Kontrak Arsene kan berakhir di 2017. Entah kenapa, ia enggan membicarakan kontrak (ataupun perpanjangannya). Ia tentu ingin mengambil kesempatan dan mengubah citra dirinya dan Arsenal, tetapi di sisi lain ia malu karena beberapa tahun belakangan belum juga mampu memuaskan dahaga publik Arsenal. Siapa pun yang menyukai sepakbola pastilah tahu bahwa ia sebegitu mencintai klub London tersebut. Kita tentu bisa membaca perihal keinginan di pusara jiwanya tuk terus membesut tim London tersebut. Di penghujung senja, ia punya dua misi: Ia ingin Arsenal-nya kembali seperti dulu dan ia ingin agar namanya kembali bergaung dan disegani; barangkali bisa menjadi cerita penghantar tidur untuk anak cucunya kelak. Tetapi di lain pihak ada suara-suara yang mengusik; pelan-pelan ia mulai malu dan enggan bertahan karena nada-nada sumbang yang memaksanya pergi. Arsene terkatung-katung di hadapan sejuta pecinta The Gooners. Sepertinya ia ingin melangkah tapi ia tak tahu harus ke mana. Di lain sisi Ia ingin terus berada di rumah kesayangannya itu, tetapi tak sedikit yang memaksanya pergi. Ke mana lagi ia harus pergi dan menepi padahal rumah dan surga baginya adalah Emirates Stadium?

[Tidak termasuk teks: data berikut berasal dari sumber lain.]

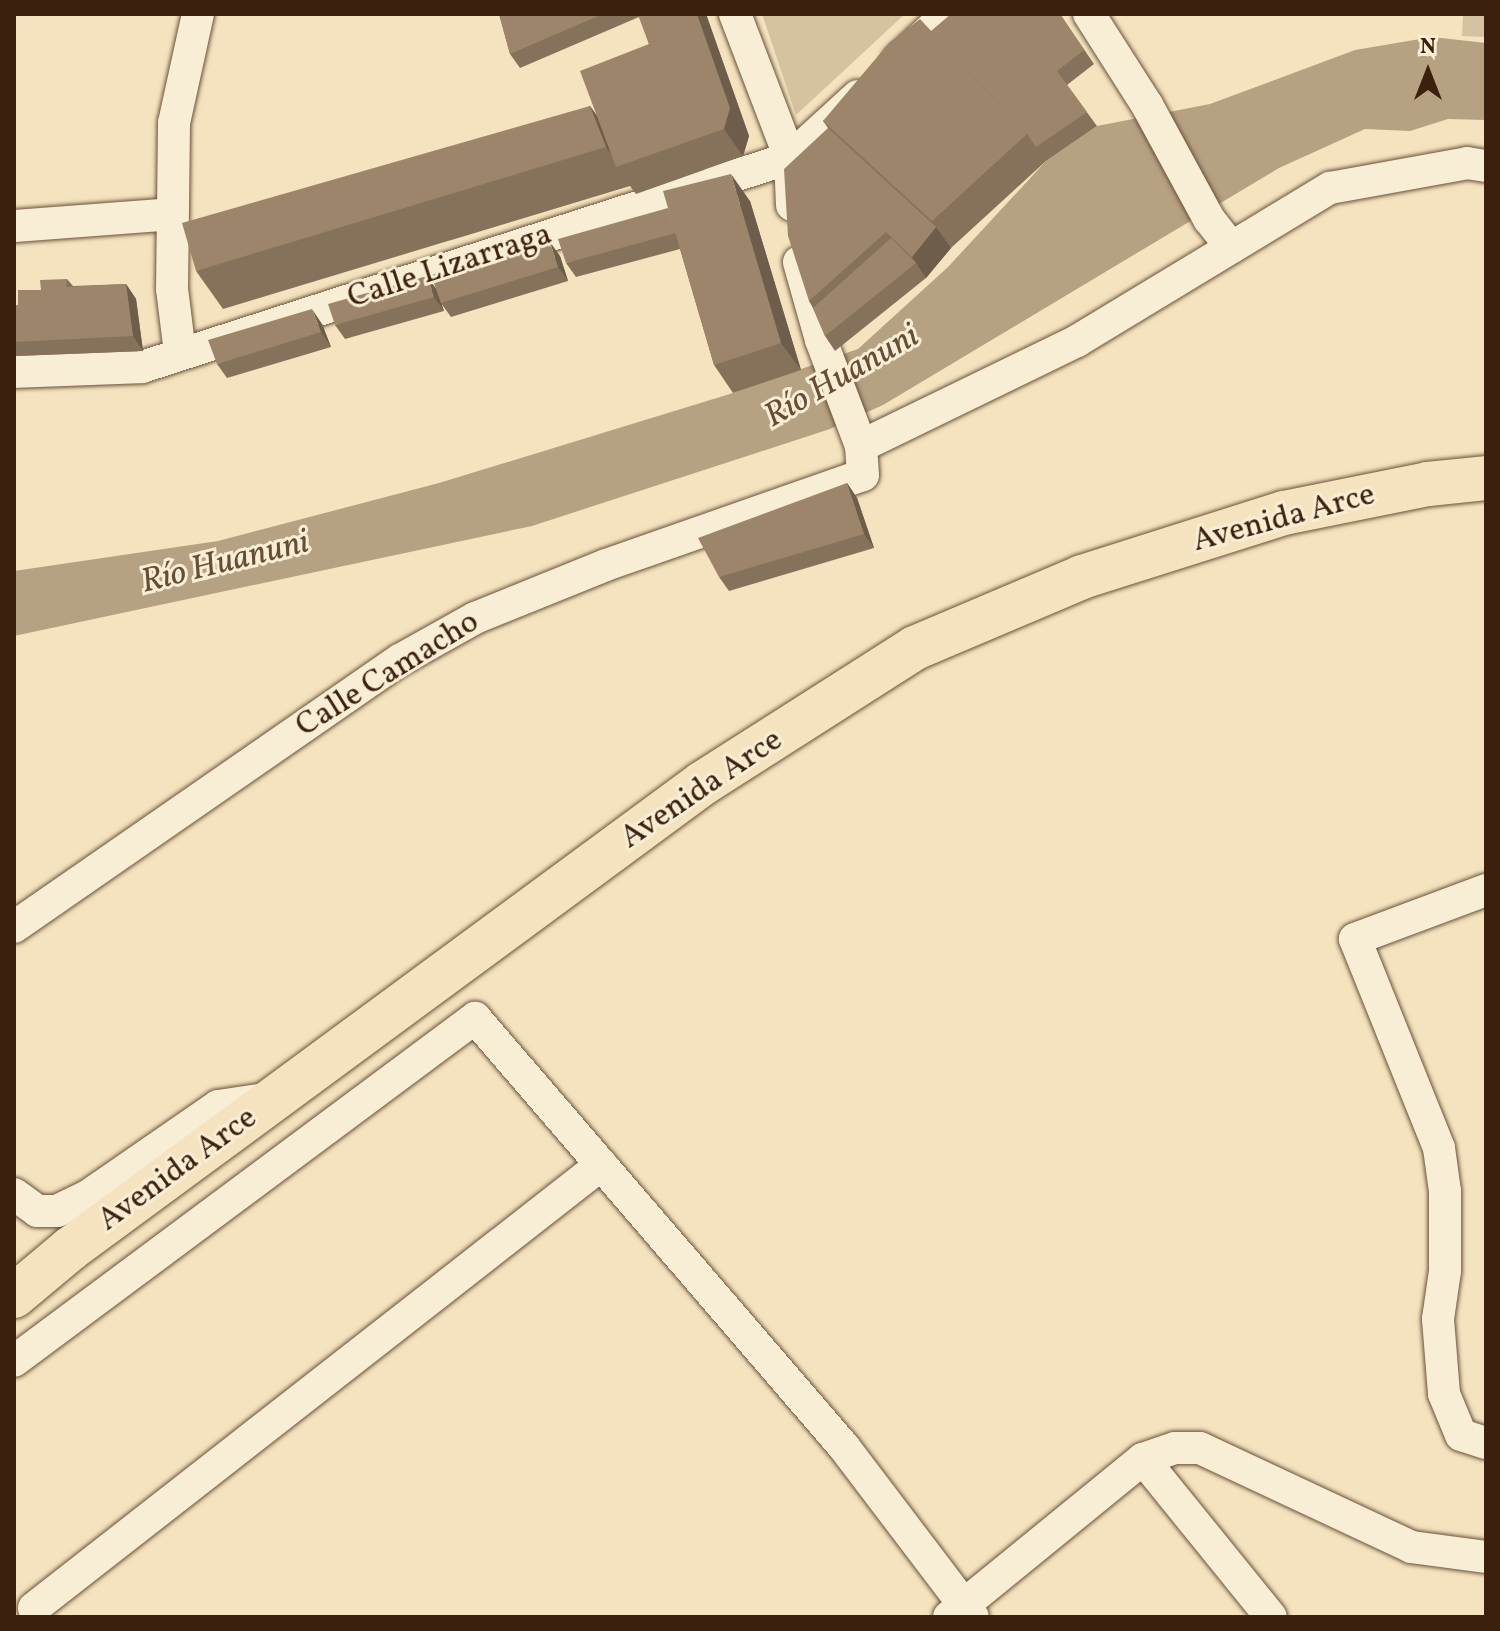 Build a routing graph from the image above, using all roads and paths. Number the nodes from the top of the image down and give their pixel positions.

. . . . . . . . . . . . . . . . . . . . . . .. . . . . . . .. .
Mentari berlabuh di sisi barat Kota London, cahaya jingganya menerobos malu-malu ke sela-sela Emirates Stadium. Emirates dalam keheningannya terasa begitu mencekam. Suasana itu seperti mengiringi perjalanan Arsene menuju senjanya yang kian kelabu. Ia tertunduk lesu pada salah satu sisi tribunnya. Dalam keheningannya ia melamum. Tepat di saat seperti itu juga umpatan Mourinho yang menaganugerahinya sebagai “spesialis kegagalan” kembali mengusik. Ia geram. Mulut Mourinho memang pahit. Apa daya, ia kini takkan lagi mampu membungkamnya dengan skor akhir, klasemen ataupun trophy.
Yah begitulah sepakbola dan hidup!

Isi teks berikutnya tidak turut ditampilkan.